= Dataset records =
#####
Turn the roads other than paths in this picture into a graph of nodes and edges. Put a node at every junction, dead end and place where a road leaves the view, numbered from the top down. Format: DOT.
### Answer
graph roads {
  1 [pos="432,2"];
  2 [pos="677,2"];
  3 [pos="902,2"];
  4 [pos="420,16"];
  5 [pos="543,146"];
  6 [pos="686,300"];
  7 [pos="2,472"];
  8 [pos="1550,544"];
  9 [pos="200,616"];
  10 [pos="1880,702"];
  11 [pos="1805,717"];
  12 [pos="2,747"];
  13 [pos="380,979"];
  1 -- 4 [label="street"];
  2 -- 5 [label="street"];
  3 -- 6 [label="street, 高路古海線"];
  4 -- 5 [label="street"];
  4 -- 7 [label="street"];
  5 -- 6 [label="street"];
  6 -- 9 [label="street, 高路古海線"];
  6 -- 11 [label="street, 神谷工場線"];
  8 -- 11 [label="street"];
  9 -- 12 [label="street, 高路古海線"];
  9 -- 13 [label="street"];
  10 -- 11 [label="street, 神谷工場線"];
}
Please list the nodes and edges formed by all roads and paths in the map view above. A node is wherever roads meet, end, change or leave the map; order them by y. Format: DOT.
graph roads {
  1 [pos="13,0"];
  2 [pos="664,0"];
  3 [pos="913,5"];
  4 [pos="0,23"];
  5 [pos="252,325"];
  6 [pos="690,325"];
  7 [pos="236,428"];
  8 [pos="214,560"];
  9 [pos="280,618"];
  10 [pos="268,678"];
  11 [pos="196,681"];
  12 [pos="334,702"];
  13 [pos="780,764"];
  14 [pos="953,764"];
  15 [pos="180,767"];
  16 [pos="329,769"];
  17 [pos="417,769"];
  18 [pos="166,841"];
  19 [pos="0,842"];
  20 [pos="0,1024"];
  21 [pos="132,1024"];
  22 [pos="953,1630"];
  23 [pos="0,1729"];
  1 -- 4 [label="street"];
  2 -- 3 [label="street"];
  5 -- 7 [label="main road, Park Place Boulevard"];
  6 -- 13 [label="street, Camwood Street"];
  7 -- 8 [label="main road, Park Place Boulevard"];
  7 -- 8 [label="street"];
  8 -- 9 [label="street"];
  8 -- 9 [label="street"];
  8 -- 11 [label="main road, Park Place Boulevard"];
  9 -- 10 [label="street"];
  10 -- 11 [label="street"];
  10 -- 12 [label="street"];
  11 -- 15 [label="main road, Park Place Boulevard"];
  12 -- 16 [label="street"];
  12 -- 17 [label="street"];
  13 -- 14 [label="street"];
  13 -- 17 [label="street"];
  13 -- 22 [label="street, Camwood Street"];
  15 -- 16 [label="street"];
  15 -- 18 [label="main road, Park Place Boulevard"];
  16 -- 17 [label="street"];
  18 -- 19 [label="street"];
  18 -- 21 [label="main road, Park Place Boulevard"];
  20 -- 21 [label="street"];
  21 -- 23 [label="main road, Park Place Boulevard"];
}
#####
= Task description =
A faithful retyping of every entry above is the task.

= Result for this task =
Turn the roads other than paths in this picture into a graph of nodes and edges. Put a node at every junction, dead end and place where a road leaves the view, numbered from the top down. Format: DOT.
### Answer
graph roads {
  1 [pos="432,2"];
  2 [pos="677,2"];
  3 [pos="902,2"];
  4 [pos="420,16"];
  5 [pos="543,146"];
  6 [pos="686,300"];
  7 [pos="2,472"];
  8 [pos="1550,544"];
  9 [pos="200,616"];
  10 [pos="1880,702"];
  11 [pos="1805,717"];
  12 [pos="2,747"];
  13 [pos="380,979"];
  1 -- 4 [label="street"];
  2 -- 5 [label="street"];
  3 -- 6 [label="street, 高路古海線"];
  4 -- 5 [label="street"];
  4 -- 7 [label="street"];
  5 -- 6 [label="street"];
  6 -- 9 [label="street, 高路古海線"];
  6 -- 11 [label="street, 神谷工場線"];
  8 -- 11 [label="street"];
  9 -- 12 [label="street, 高路古海線"];
  9 -- 13 [label="street"];
  10 -- 11 [label="street, 神谷工場線"];
}
Please list the nodes and edges formed by all roads and paths in the map view above. A node is wherever roads meet, end, change or leave the map; order them by y. Format: DOT.
graph roads {
  1 [pos="13,0"];
  2 [pos="664,0"];
  3 [pos="913,5"];
  4 [pos="0,23"];
  5 [pos="252,325"];
  6 [pos="690,325"];
  7 [pos="236,428"];
  8 [pos="214,560"];
  9 [pos="280,618"];
  10 [pos="268,678"];
  11 [pos="196,681"];
  12 [pos="334,702"];
  13 [pos="780,764"];
  14 [pos="953,764"];
  15 [pos="180,767"];
  16 [pos="329,769"];
  17 [pos="417,769"];
  18 [pos="166,841"];
  19 [pos="0,842"];
  20 [pos="0,1024"];
  21 [pos="132,1024"];
  22 [pos="953,1630"];
  23 [pos="0,1729"];
  1 -- 4 [label="street"];
  2 -- 3 [label="street"];
  5 -- 7 [label="main road, Park Place Boulevard"];
  6 -- 13 [label="street, Camwood Street"];
  7 -- 8 [label="main road, Park Place Boulevard"];
  7 -- 8 [label="street"];
  8 -- 9 [label="street"];
  8 -- 9 [label="street"];
  8 -- 11 [label="main road, Park Place Boulevard"];
  9 -- 10 [label="street"];
  10 -- 11 [label="street"];
  10 -- 12 [label="street"];
  11 -- 15 [label="main road, Park Place Boulevard"];
  12 -- 16 [label="street"];
  12 -- 17 [label="street"];
  13 -- 14 [label="street"];
  13 -- 17 [label="street"];
  13 -- 22 [label="street, Camwood Street"];
  15 -- 16 [label="street"];
  15 -- 18 [label="main road, Park Place Boulevard"];
  16 -- 17 [label="street"];
  18 -- 19 [label="street"];
  18 -- 21 [label="main road, Park Place Boulevard"];
  20 -- 21 [label="street"];
  21 -- 23 [label="main road, Park Place Boulevard"];
}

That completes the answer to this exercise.